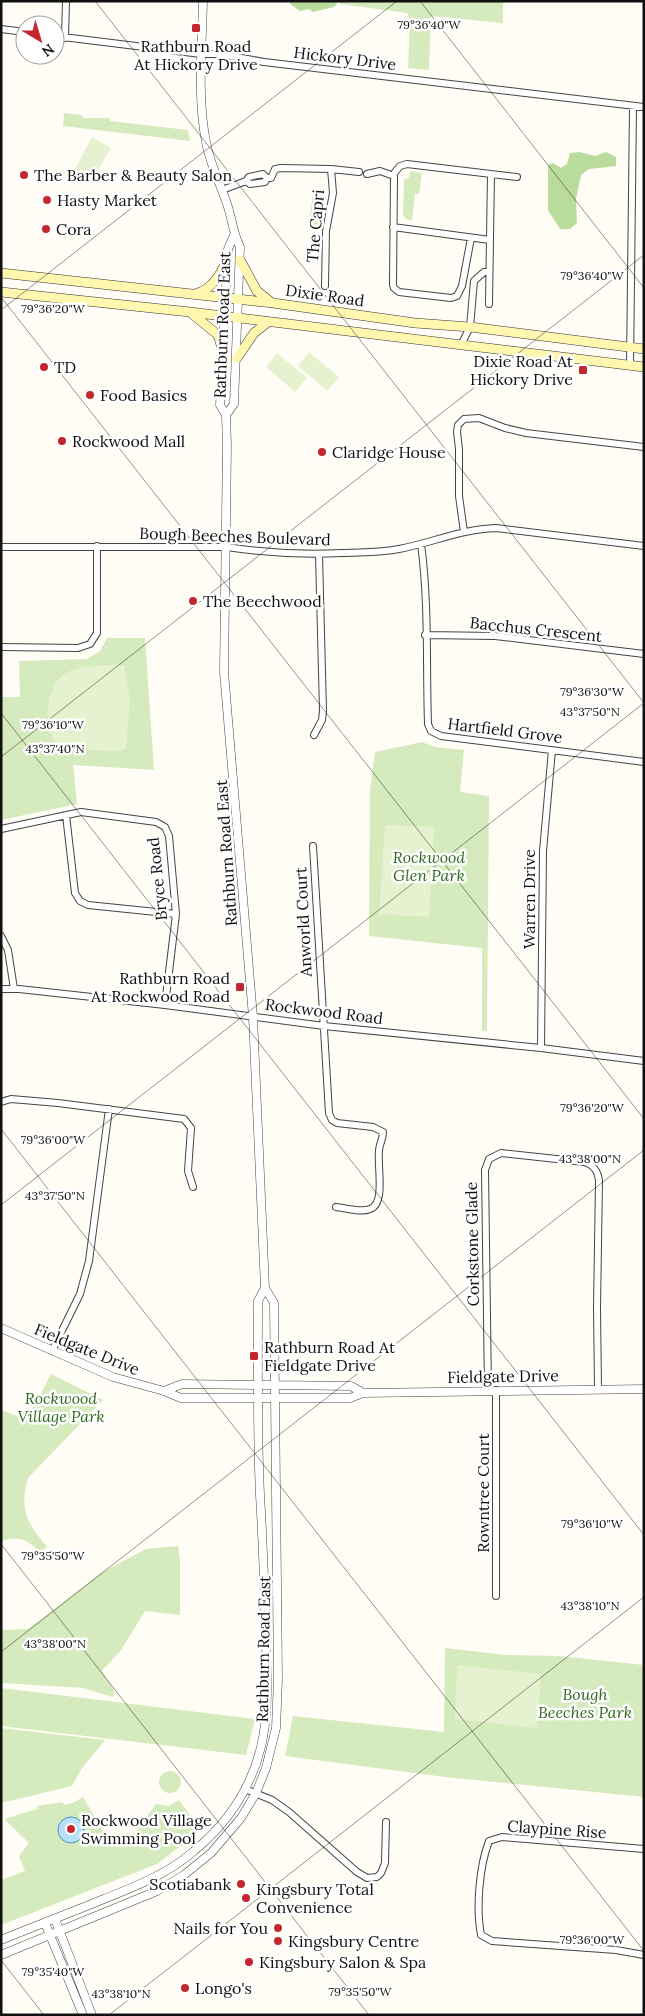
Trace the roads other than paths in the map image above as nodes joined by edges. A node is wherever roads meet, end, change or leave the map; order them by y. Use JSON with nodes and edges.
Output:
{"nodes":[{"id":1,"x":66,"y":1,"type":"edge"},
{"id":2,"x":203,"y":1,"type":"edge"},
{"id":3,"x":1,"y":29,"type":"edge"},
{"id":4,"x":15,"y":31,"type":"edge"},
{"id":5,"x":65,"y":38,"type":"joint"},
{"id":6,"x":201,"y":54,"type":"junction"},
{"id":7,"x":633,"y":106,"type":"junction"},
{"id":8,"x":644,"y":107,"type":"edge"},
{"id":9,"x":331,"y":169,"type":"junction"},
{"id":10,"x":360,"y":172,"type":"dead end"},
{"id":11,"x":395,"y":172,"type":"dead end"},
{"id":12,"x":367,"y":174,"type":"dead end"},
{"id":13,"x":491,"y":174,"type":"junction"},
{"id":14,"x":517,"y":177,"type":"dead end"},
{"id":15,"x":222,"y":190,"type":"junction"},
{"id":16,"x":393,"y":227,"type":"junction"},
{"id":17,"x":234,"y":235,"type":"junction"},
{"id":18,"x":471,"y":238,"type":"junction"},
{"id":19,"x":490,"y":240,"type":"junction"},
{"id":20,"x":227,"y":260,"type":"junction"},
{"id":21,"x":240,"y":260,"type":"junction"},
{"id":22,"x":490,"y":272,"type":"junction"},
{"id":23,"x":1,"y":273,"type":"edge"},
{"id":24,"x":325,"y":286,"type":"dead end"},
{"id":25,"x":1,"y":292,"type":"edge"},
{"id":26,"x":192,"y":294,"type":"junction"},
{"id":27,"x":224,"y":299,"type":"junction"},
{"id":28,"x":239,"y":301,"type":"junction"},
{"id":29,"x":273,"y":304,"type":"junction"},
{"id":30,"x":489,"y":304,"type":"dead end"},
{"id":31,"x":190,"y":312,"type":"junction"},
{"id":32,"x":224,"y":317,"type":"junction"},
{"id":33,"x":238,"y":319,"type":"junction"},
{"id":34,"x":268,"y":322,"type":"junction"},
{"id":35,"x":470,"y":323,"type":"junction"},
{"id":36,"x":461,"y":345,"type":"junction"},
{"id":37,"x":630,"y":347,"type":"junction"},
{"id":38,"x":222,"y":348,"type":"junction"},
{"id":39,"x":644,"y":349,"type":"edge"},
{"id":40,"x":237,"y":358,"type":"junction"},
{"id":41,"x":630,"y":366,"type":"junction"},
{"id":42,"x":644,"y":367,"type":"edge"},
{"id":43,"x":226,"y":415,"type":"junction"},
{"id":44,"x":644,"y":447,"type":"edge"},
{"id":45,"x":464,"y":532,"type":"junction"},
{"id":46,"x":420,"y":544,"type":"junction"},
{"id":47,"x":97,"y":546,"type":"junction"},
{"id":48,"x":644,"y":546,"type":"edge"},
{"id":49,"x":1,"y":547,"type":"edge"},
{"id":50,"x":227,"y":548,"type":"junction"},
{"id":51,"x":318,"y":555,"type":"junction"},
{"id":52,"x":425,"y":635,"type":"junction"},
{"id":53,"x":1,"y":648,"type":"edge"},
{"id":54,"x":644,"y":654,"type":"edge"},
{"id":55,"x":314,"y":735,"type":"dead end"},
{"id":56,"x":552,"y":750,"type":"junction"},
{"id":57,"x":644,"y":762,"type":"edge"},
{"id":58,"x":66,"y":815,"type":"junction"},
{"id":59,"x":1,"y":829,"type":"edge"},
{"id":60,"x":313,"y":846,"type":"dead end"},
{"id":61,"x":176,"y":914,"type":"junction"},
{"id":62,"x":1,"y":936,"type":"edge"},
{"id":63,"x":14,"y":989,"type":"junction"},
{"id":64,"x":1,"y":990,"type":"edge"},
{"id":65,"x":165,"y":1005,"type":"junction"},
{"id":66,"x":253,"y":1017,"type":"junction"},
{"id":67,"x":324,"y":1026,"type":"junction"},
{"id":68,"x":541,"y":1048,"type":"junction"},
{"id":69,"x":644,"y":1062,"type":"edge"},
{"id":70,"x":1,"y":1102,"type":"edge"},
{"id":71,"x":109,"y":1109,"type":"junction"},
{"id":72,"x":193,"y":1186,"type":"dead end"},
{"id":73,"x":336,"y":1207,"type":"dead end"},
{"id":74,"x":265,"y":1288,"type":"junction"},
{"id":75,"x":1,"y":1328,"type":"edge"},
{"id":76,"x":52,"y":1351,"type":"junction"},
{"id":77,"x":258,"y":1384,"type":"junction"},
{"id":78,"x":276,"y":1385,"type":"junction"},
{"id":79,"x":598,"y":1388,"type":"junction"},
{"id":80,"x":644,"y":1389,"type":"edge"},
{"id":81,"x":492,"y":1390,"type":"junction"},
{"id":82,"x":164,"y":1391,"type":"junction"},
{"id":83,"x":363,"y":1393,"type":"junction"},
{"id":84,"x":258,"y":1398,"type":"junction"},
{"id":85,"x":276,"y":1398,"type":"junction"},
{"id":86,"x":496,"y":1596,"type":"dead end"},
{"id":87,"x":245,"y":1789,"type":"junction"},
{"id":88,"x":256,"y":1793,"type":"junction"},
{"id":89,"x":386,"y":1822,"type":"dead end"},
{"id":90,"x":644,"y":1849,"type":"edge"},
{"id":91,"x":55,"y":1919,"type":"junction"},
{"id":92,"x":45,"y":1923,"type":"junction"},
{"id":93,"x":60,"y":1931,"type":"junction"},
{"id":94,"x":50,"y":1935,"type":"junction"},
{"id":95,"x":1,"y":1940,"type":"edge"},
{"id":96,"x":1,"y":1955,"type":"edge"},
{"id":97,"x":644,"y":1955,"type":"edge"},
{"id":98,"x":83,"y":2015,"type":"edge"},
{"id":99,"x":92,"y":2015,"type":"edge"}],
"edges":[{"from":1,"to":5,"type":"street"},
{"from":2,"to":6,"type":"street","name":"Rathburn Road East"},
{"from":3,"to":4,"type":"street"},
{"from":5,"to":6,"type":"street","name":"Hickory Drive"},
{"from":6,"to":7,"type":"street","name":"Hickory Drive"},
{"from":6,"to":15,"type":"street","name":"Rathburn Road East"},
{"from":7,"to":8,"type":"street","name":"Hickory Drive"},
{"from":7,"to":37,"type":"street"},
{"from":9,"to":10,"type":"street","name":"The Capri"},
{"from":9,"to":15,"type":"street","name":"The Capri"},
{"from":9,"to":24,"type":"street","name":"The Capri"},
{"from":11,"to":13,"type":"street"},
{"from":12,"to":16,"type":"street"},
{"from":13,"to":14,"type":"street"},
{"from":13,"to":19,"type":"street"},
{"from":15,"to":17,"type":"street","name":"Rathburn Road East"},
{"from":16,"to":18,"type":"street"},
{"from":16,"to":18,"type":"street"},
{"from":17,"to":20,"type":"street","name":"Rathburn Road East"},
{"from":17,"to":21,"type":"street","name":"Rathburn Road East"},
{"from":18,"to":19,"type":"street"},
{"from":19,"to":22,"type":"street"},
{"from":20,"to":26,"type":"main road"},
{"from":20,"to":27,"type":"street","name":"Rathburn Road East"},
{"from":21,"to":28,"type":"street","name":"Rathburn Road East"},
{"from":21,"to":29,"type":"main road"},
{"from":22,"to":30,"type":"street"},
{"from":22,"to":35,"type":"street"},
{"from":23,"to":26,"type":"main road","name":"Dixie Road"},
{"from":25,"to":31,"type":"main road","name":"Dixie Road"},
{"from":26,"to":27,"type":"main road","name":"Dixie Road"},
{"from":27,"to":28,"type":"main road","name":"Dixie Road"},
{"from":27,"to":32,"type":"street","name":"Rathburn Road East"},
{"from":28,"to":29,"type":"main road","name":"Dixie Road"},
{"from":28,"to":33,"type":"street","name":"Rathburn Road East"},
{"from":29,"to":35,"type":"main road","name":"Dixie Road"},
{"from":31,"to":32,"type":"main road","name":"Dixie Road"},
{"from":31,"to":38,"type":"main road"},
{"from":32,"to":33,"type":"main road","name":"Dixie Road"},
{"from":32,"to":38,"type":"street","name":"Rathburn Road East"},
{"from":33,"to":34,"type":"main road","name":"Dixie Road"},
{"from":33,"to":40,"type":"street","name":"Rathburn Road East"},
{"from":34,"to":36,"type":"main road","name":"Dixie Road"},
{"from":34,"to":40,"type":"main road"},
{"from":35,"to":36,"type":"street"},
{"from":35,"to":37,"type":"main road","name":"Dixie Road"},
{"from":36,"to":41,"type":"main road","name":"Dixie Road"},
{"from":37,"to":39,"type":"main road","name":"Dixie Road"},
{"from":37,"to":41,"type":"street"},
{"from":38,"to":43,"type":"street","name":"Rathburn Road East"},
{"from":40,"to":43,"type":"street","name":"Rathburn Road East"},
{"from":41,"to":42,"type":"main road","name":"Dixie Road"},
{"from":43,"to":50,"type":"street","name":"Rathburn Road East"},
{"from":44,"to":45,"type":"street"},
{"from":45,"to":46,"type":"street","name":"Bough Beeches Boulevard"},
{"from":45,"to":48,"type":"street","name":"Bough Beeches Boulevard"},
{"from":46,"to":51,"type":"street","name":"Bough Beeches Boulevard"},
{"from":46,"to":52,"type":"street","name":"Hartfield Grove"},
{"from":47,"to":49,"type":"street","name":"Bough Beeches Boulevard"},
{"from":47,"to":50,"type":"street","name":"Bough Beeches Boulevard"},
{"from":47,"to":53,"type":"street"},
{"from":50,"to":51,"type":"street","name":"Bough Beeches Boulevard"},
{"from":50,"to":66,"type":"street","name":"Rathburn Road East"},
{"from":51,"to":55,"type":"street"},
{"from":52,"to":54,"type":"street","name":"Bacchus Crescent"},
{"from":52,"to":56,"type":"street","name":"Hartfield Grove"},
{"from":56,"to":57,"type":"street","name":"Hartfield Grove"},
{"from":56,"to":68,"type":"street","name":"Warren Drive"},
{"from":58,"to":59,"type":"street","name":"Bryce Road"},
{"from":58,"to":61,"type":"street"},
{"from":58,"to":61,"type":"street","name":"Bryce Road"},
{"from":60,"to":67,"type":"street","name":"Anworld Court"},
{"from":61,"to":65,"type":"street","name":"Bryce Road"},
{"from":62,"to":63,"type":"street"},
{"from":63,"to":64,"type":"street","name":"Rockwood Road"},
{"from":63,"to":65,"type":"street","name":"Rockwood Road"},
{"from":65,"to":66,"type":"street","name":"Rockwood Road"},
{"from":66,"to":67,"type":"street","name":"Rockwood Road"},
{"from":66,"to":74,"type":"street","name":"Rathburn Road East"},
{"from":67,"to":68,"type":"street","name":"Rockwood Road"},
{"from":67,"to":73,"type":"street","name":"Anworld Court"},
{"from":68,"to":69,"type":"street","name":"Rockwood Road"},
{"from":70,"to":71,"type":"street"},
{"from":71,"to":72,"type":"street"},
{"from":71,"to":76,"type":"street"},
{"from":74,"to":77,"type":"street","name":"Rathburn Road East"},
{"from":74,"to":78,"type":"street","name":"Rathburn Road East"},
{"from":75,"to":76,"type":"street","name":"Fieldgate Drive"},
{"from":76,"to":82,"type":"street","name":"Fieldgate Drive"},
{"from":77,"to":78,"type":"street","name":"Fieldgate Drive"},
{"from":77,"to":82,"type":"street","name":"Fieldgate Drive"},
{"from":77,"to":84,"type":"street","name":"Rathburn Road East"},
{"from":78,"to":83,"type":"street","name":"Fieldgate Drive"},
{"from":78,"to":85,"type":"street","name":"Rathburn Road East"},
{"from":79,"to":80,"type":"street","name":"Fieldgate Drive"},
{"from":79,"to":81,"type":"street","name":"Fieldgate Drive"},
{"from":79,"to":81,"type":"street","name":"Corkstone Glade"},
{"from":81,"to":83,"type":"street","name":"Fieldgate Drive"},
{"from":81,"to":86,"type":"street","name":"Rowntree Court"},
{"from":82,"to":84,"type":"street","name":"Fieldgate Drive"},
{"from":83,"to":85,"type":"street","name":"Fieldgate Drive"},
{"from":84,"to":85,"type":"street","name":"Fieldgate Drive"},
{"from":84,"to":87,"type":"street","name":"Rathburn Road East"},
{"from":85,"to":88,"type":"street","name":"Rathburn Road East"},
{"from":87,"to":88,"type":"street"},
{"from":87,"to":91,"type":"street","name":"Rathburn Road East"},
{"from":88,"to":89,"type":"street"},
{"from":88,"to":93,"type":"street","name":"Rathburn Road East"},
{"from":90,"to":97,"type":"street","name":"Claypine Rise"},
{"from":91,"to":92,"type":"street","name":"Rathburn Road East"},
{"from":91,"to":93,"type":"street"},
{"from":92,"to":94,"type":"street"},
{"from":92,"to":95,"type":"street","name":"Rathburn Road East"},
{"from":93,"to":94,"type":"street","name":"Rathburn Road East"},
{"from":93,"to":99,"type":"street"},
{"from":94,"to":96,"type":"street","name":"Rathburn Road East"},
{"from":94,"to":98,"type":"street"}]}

**Instructions for the task:**
Filter the entries above down to the lines that contain "Bough".

**Exercise output:**
{"from":45,"to":46,"type":"street","name":"Bough Beeches Boulevard"},
{"from":45,"to":48,"type":"street","name":"Bough Beeches Boulevard"},
{"from":46,"to":51,"type":"street","name":"Bough Beeches Boulevard"},
{"from":47,"to":49,"type":"street","name":"Bough Beeches Boulevard"},
{"from":47,"to":50,"type":"street","name":"Bough Beeches Boulevard"},
{"from":50,"to":51,"type":"street","name":"Bough Beeches Boulevard"},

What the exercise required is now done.